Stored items
══════
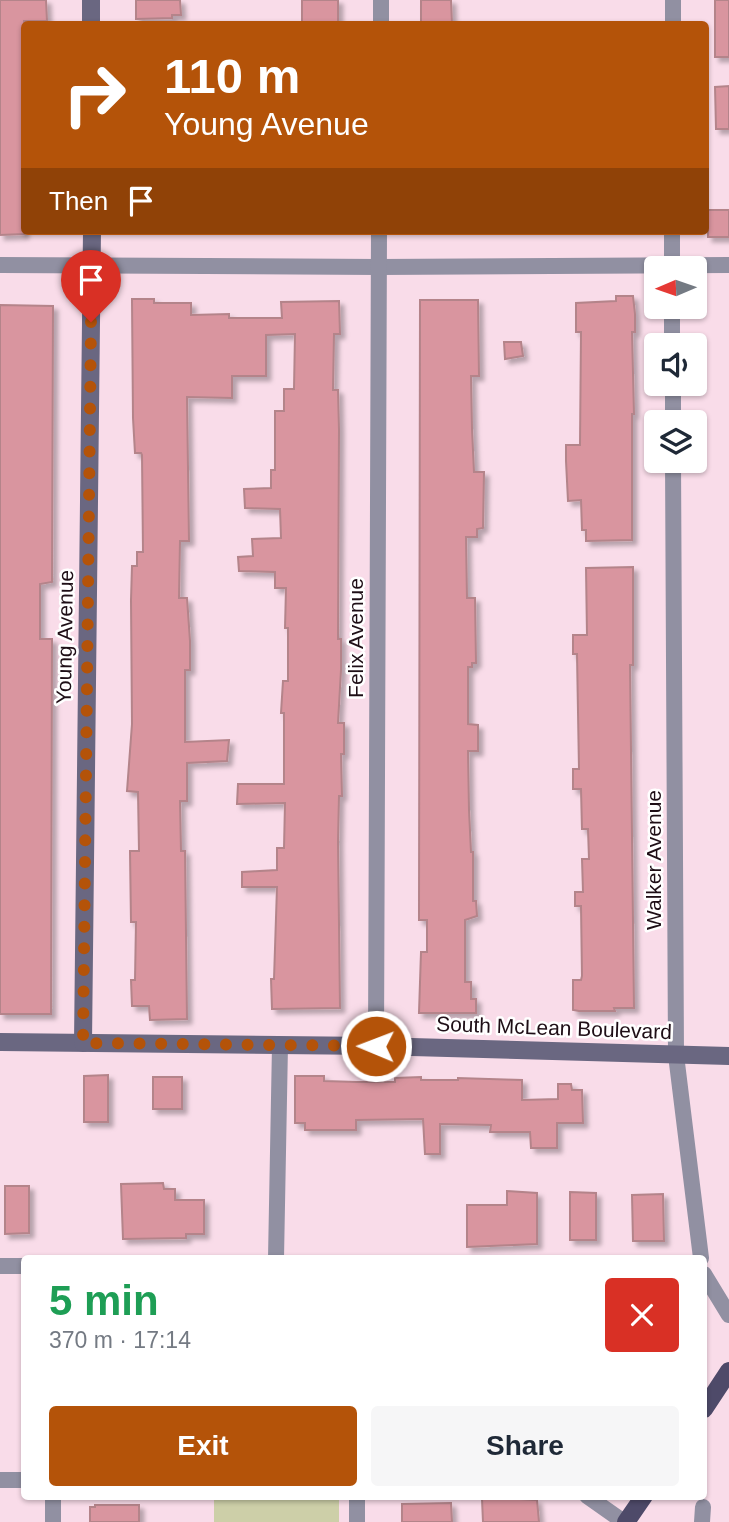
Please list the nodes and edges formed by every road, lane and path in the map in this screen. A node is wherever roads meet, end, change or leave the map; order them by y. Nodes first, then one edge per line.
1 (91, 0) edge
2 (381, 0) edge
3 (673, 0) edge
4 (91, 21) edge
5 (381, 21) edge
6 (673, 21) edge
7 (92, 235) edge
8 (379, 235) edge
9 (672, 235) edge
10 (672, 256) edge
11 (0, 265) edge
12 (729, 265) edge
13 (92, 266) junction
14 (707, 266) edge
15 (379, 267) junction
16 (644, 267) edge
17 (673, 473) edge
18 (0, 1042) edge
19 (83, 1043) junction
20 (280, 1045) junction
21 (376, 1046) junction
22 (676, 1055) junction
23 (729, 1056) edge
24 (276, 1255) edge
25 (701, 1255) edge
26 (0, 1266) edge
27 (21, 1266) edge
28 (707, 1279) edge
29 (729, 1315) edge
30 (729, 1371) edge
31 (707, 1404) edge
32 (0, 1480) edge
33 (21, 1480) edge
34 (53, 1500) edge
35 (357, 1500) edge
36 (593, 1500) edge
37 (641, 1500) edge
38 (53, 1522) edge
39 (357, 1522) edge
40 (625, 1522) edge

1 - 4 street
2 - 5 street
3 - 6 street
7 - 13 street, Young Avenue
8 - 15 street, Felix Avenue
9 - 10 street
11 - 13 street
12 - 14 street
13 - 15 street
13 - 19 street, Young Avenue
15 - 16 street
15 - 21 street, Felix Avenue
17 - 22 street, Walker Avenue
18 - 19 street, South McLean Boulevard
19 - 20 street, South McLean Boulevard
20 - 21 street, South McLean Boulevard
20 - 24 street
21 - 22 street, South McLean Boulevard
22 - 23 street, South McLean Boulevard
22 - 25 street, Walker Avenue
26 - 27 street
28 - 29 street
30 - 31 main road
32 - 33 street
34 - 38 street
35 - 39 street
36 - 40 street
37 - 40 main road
══════
> **Work to be completed**
When you repeat the records, reproduce each line exactly and drop the images.

> **Response**
Please list the nodes and edges formed by every road, lane and path in the map in this screen. A node is wherever roads meet, end, change or leave the map; order them by y. Nodes first, then one edge per line.
1 (91, 0) edge
2 (381, 0) edge
3 (673, 0) edge
4 (91, 21) edge
5 (381, 21) edge
6 (673, 21) edge
7 (92, 235) edge
8 (379, 235) edge
9 (672, 235) edge
10 (672, 256) edge
11 (0, 265) edge
12 (729, 265) edge
13 (92, 266) junction
14 (707, 266) edge
15 (379, 267) junction
16 (644, 267) edge
17 (673, 473) edge
18 (0, 1042) edge
19 (83, 1043) junction
20 (280, 1045) junction
21 (376, 1046) junction
22 (676, 1055) junction
23 (729, 1056) edge
24 (276, 1255) edge
25 (701, 1255) edge
26 (0, 1266) edge
27 (21, 1266) edge
28 (707, 1279) edge
29 (729, 1315) edge
30 (729, 1371) edge
31 (707, 1404) edge
32 (0, 1480) edge
33 (21, 1480) edge
34 (53, 1500) edge
35 (357, 1500) edge
36 (593, 1500) edge
37 (641, 1500) edge
38 (53, 1522) edge
39 (357, 1522) edge
40 (625, 1522) edge

1 - 4 street
2 - 5 street
3 - 6 street
7 - 13 street, Young Avenue
8 - 15 street, Felix Avenue
9 - 10 street
11 - 13 street
12 - 14 street
13 - 15 street
13 - 19 street, Young Avenue
15 - 16 street
15 - 21 street, Felix Avenue
17 - 22 street, Walker Avenue
18 - 19 street, South McLean Boulevard
19 - 20 street, South McLean Boulevard
20 - 21 street, South McLean Boulevard
20 - 24 street
21 - 22 street, South McLean Boulevard
22 - 23 street, South McLean Boulevard
22 - 25 street, Walker Avenue
26 - 27 street
28 - 29 street
30 - 31 main road
32 - 33 street
34 - 38 street
35 - 39 street
36 - 40 street
37 - 40 main road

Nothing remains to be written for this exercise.